>>>>
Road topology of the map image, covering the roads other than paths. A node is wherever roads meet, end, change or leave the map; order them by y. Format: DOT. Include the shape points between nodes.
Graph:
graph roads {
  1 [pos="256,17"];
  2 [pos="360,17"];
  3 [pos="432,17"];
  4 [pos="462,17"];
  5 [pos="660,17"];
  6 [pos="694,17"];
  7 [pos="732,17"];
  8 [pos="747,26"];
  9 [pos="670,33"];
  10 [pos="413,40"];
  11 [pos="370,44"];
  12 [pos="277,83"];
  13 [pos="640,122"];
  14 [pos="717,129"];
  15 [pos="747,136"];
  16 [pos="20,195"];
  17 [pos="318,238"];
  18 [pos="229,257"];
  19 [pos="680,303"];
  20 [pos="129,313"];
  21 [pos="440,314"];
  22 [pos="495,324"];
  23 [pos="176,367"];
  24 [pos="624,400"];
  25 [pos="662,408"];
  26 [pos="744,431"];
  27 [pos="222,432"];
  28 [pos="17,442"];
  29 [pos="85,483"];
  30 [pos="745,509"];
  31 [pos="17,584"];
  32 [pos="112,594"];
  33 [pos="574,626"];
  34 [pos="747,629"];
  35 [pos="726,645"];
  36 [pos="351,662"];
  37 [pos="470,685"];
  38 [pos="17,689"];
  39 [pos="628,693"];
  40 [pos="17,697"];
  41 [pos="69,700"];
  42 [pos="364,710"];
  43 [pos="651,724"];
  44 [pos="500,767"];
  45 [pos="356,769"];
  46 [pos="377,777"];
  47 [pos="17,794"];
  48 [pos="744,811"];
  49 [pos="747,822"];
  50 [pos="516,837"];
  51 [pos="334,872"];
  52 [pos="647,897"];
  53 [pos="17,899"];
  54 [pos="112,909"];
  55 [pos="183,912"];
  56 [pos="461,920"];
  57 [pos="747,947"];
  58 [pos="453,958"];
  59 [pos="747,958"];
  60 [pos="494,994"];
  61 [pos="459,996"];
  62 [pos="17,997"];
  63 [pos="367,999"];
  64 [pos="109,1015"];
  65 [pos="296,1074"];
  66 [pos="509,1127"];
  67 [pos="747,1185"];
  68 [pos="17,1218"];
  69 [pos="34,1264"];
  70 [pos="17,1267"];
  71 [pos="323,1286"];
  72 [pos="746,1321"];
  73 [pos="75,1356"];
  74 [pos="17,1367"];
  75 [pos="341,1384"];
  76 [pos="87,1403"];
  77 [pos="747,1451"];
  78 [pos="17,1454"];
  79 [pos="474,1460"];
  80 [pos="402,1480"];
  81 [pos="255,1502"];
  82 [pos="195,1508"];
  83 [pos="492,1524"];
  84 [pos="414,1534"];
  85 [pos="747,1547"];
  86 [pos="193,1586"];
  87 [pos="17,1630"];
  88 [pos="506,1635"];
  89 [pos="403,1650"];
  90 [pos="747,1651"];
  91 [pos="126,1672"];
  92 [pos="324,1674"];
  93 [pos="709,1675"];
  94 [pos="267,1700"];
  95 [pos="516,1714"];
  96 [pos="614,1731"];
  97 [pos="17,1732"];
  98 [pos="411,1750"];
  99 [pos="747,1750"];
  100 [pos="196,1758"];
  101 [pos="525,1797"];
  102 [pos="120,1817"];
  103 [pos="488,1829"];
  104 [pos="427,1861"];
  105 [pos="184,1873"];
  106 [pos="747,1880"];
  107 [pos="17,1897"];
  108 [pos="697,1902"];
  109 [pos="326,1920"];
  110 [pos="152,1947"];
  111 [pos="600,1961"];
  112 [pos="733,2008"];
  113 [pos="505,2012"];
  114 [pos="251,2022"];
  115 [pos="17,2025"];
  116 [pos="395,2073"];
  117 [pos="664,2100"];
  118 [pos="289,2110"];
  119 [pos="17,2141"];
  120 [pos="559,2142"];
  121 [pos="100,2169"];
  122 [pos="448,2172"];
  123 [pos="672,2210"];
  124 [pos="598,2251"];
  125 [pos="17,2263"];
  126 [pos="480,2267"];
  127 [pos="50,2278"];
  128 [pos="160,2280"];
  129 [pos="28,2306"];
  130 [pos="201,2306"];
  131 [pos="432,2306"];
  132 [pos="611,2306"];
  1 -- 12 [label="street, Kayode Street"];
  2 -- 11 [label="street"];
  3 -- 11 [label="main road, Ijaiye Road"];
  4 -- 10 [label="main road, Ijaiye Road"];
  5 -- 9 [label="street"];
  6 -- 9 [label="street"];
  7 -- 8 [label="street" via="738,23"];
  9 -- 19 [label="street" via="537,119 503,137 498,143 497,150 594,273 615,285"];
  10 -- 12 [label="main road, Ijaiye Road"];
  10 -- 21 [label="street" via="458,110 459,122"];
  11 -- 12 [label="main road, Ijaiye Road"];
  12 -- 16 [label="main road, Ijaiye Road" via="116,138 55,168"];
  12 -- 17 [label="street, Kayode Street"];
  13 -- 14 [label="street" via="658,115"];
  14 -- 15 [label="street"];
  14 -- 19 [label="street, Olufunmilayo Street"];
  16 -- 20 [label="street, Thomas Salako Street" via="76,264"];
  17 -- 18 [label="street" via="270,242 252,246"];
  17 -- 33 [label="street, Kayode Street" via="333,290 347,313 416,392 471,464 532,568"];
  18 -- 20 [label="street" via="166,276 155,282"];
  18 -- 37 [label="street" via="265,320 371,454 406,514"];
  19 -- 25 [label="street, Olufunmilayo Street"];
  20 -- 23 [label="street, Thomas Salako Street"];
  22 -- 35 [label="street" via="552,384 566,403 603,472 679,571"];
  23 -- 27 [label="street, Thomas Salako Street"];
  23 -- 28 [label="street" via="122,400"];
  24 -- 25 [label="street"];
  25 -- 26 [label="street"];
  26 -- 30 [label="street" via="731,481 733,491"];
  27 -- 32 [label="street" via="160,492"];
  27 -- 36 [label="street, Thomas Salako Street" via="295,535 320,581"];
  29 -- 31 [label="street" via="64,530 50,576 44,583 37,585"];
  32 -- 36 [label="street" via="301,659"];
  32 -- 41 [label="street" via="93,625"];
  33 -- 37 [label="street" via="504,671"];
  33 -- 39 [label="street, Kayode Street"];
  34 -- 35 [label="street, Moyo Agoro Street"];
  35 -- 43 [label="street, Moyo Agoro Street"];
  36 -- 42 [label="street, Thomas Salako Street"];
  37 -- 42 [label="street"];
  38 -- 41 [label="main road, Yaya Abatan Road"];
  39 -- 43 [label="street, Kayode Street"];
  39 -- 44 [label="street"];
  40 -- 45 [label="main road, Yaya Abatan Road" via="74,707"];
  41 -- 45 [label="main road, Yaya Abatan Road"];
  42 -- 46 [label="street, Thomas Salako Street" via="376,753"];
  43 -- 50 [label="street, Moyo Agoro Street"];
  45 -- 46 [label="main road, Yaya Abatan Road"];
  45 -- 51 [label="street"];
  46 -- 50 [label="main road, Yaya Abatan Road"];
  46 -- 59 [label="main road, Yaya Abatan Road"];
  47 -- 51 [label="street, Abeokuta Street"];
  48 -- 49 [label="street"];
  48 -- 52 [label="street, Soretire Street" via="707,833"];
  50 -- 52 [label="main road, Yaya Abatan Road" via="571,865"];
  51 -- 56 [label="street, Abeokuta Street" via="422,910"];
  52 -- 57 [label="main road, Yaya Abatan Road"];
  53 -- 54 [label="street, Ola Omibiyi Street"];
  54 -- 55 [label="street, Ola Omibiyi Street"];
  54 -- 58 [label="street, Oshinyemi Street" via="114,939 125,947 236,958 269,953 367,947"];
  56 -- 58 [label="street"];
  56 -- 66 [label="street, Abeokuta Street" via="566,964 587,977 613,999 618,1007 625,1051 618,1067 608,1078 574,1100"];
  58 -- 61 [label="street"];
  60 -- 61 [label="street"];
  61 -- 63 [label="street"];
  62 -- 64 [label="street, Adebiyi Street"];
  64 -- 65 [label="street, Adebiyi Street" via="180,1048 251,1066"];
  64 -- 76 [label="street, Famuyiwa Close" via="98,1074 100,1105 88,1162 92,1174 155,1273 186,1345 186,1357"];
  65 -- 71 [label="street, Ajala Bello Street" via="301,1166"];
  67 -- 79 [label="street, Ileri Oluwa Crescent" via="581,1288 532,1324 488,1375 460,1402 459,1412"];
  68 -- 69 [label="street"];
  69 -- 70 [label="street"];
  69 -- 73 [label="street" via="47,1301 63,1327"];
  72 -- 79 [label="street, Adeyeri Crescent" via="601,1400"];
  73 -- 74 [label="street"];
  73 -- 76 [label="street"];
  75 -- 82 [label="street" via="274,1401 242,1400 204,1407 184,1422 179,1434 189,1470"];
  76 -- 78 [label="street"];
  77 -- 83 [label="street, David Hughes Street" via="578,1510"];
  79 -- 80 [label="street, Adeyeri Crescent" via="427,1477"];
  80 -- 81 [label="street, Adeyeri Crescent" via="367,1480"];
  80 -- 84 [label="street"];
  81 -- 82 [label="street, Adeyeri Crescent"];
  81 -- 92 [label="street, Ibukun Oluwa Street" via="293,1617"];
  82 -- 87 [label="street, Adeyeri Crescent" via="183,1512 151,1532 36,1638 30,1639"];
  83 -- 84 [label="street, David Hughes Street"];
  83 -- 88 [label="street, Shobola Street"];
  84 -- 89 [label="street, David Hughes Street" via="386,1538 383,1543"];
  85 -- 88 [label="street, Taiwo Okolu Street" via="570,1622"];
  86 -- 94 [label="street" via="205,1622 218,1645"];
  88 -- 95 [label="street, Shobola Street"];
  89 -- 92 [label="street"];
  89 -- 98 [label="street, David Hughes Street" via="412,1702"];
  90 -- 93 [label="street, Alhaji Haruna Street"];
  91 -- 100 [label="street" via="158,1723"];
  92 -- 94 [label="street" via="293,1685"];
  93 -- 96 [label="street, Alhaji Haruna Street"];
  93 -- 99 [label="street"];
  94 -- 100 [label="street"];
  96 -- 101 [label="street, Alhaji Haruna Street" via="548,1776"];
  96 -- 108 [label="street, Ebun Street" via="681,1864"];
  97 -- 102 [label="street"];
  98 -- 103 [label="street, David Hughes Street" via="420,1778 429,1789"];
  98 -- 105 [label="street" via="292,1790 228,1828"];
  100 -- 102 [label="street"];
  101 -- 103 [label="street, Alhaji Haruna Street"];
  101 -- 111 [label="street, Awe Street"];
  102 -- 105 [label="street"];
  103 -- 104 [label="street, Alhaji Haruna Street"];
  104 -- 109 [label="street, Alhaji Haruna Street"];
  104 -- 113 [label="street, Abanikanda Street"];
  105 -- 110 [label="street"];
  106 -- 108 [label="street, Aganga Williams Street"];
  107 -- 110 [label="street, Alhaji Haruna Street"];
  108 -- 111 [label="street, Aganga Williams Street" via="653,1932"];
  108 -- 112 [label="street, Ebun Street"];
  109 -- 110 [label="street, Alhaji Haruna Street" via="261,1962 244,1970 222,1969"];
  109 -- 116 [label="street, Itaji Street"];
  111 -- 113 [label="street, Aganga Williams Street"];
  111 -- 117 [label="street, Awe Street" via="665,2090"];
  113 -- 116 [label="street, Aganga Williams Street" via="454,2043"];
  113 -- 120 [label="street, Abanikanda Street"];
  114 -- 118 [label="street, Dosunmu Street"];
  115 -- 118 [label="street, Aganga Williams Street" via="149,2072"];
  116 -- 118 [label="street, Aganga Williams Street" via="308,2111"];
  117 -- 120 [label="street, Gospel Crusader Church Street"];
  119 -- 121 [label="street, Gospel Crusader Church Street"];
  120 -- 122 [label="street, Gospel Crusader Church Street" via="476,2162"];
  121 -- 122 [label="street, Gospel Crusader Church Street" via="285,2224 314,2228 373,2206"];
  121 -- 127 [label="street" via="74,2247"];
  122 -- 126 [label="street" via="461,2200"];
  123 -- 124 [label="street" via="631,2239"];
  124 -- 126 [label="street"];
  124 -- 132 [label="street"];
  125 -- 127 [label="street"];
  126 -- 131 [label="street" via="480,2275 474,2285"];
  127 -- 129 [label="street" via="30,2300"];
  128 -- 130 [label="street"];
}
<<<<
Instructions to follow => Scan the data above, find each line with "Agoro", and copy it.

Task answer =>
  34 -- 35 [label="street, Moyo Agoro Street"];
  35 -- 43 [label="street, Moyo Agoro Street"];
  43 -- 50 [label="street, Moyo Agoro Street"];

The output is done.